Trying to extend the blacklist approach from the specific context to the general case is where the wheels come off the cart. What works reasonably well as a first line of defence against spam for a small shop will become unmanageable the wider you have to cast the net, e.g. how often you have to update the spam mail search patterns, or the IP address ranges you block.

Also, how you choose what to put into the blacklist will differ between a company’s internal mail management and, for example, if you have to cater users for which you offer webmail services. If the blacklist is still “sharp” enough for one scenario, it becomes a much blunter tool if you have to include both, or more.

In the end it’s a trade-off. What kind of resources are you willing to spend to keep your mail server operational? And a blacklist, or a combination of several such lists, may be more effective than a different solution that consumes more resources (memory, CPU time, false-positive rate, etc.).

Regarding running as non-admin users to avoid the need for an anti-virus solution: my AV recently launched my browser under the LOCAL SYSTEM account so it could show me an advert! Not quite moving in the right direction…

http://www.daybarr.com/blog/2007/12/06/avg-antivirus-and-internet-insecurity

Amen! to the non-admin user account.

I surf the web using a limited account. I’ve yet to get anything more serious than tracking cookies. I think I got hit with 1 virus in the 4 YEARS I’ve had the computer. the anti-virus killed it and we’re back to good again. I’m not sure I agree with you on the no antivirus, but I DO agree with the limited user account.

Besides, if I need admin access, I’ll just right click and “run as” my admin account. Best of both worlds.

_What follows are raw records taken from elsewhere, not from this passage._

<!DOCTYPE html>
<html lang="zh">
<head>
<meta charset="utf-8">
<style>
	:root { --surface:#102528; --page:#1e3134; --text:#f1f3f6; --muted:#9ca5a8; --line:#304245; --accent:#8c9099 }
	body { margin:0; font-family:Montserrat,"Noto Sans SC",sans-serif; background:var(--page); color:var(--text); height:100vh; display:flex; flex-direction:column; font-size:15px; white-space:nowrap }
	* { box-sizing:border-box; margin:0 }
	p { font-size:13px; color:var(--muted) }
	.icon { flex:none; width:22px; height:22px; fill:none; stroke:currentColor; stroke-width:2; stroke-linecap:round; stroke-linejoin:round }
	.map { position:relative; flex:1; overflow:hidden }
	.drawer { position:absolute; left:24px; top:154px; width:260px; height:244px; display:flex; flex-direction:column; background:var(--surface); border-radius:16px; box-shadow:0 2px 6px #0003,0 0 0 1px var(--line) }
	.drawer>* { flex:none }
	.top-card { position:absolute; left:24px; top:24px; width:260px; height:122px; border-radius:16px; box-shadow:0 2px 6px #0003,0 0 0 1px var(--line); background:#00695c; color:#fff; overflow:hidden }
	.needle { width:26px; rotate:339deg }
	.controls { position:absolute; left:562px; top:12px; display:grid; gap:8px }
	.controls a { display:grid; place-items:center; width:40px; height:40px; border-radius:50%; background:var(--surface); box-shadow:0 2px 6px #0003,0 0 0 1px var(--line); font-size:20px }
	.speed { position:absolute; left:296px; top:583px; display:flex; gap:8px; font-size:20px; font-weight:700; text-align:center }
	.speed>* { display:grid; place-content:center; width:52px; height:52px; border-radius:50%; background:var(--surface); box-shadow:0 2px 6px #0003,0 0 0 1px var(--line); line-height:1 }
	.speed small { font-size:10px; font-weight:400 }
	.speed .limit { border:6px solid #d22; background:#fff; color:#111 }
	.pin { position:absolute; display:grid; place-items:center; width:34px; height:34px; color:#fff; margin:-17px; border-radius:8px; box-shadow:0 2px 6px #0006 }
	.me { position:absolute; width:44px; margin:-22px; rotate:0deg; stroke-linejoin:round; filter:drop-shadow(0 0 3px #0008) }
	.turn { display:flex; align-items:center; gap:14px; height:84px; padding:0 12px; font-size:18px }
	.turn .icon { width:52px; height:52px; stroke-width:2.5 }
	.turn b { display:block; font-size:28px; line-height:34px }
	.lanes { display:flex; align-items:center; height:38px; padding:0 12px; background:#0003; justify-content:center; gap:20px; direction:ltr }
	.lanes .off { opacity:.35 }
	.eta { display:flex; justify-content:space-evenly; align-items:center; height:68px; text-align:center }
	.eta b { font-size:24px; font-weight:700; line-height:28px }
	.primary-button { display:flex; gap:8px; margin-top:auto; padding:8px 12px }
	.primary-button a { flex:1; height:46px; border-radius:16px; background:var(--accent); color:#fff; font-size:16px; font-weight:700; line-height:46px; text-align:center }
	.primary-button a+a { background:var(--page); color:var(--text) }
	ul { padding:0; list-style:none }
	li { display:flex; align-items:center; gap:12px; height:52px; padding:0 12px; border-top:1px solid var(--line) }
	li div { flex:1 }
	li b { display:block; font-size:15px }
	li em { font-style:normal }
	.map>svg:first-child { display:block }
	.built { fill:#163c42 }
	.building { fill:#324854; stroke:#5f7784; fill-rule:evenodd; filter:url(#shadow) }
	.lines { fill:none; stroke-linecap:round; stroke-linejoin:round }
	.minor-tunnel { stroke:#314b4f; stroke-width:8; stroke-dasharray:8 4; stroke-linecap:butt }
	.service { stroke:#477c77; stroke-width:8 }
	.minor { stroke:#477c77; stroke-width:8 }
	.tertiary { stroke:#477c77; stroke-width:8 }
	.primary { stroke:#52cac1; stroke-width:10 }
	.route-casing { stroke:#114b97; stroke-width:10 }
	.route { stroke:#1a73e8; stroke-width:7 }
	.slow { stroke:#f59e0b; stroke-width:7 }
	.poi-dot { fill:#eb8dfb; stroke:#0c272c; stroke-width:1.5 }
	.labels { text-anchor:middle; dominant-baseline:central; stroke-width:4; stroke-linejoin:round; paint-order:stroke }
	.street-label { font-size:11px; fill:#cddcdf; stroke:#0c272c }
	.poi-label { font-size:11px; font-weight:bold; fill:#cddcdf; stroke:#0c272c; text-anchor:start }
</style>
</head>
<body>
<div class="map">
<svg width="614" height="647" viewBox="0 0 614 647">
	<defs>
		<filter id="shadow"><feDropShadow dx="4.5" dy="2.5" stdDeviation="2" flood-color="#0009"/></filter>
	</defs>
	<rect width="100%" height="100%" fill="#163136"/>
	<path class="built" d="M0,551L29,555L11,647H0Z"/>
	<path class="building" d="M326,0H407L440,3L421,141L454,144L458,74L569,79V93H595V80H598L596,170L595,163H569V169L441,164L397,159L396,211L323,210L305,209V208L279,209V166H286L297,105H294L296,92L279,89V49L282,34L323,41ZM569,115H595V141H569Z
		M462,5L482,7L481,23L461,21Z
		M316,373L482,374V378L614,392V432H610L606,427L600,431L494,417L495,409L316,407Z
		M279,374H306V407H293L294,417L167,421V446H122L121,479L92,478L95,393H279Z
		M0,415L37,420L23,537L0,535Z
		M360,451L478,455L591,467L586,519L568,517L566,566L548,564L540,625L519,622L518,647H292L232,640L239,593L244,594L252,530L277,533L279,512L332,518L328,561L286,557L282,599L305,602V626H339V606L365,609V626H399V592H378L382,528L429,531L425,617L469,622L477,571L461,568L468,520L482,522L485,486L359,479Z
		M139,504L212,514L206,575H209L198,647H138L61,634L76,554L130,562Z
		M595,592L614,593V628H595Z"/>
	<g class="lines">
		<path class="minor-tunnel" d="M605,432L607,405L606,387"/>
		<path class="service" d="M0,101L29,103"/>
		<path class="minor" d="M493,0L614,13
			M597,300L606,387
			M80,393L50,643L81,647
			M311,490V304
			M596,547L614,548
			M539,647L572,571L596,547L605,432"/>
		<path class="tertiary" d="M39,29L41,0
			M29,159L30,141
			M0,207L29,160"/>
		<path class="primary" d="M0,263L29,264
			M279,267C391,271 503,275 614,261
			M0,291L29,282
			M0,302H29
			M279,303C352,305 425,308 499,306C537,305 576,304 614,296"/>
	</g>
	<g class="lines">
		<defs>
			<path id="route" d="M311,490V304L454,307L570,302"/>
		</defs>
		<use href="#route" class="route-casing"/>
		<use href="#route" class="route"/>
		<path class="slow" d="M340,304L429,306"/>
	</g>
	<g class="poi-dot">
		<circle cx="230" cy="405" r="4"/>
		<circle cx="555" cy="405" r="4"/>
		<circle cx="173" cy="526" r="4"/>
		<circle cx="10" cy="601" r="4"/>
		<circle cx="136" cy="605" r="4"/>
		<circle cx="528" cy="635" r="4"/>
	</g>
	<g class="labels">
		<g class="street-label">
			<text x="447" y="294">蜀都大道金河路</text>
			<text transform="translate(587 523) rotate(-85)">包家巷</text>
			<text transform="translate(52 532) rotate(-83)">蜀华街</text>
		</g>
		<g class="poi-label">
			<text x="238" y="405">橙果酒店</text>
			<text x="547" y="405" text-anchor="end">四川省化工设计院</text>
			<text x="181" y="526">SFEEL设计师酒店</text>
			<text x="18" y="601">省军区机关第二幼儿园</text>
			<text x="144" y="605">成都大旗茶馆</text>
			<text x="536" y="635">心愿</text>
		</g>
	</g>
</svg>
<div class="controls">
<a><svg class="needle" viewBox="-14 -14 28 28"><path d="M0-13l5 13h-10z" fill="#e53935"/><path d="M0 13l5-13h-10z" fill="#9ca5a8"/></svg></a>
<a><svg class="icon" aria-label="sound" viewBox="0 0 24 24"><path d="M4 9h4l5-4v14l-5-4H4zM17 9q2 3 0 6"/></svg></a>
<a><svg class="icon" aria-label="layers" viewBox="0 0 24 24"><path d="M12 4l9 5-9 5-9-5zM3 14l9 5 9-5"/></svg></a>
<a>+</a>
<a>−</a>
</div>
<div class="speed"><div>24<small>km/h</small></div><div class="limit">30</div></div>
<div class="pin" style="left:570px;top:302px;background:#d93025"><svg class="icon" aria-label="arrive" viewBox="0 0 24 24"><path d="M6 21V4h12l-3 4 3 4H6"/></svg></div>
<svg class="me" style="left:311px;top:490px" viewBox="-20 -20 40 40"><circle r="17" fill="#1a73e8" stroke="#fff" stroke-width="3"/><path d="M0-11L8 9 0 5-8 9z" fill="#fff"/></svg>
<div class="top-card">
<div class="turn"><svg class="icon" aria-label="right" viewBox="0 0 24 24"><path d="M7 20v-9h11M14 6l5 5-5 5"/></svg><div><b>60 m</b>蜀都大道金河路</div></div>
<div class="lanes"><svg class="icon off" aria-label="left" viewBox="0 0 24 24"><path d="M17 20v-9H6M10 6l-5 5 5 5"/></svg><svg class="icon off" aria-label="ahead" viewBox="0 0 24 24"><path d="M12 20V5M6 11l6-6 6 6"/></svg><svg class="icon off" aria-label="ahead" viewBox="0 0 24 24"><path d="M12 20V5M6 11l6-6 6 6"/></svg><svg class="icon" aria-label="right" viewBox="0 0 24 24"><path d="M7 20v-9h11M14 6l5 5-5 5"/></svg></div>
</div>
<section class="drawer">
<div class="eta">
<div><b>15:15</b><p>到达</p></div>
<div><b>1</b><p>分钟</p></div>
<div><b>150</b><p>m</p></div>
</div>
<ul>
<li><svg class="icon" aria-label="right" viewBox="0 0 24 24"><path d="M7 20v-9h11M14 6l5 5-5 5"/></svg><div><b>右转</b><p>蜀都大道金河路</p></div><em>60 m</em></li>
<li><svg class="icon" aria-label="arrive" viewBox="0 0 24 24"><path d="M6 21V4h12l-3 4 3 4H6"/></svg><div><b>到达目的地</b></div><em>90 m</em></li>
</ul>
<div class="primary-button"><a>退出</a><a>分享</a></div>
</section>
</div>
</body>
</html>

My biggest problem with the Windows non-Administrator user is that some programs have a automatic startup configuration (ADOBE in particular) that needs to complete for every user… but can’t if you’re not Admin. Really annoying. Even Firefox has problems with it’s auto-update. You have to log back in as admin, and then re-log as your user.

Not all blacklists are ineffective.

Adblock is a perfect example of a blacklist that works. It blocks out all those flashy bright annoying ads. It won’t fool the smarter advertisers, like Google, but it gets rid of most.

Jeff, relax, you’re not always right and there is not always a simple solution.

Yes, running as a non-Admin is better, but not always practical.

I would never run Norton, which is a fat pig, but have been running Avira AntiVir for several years (the free version) and am very happy.

I also use a router, and rarely get a virus. What is more annoying is the crap that Ad-Aware blocks.

When a rant is spot on 100% correct does that make it not a rant?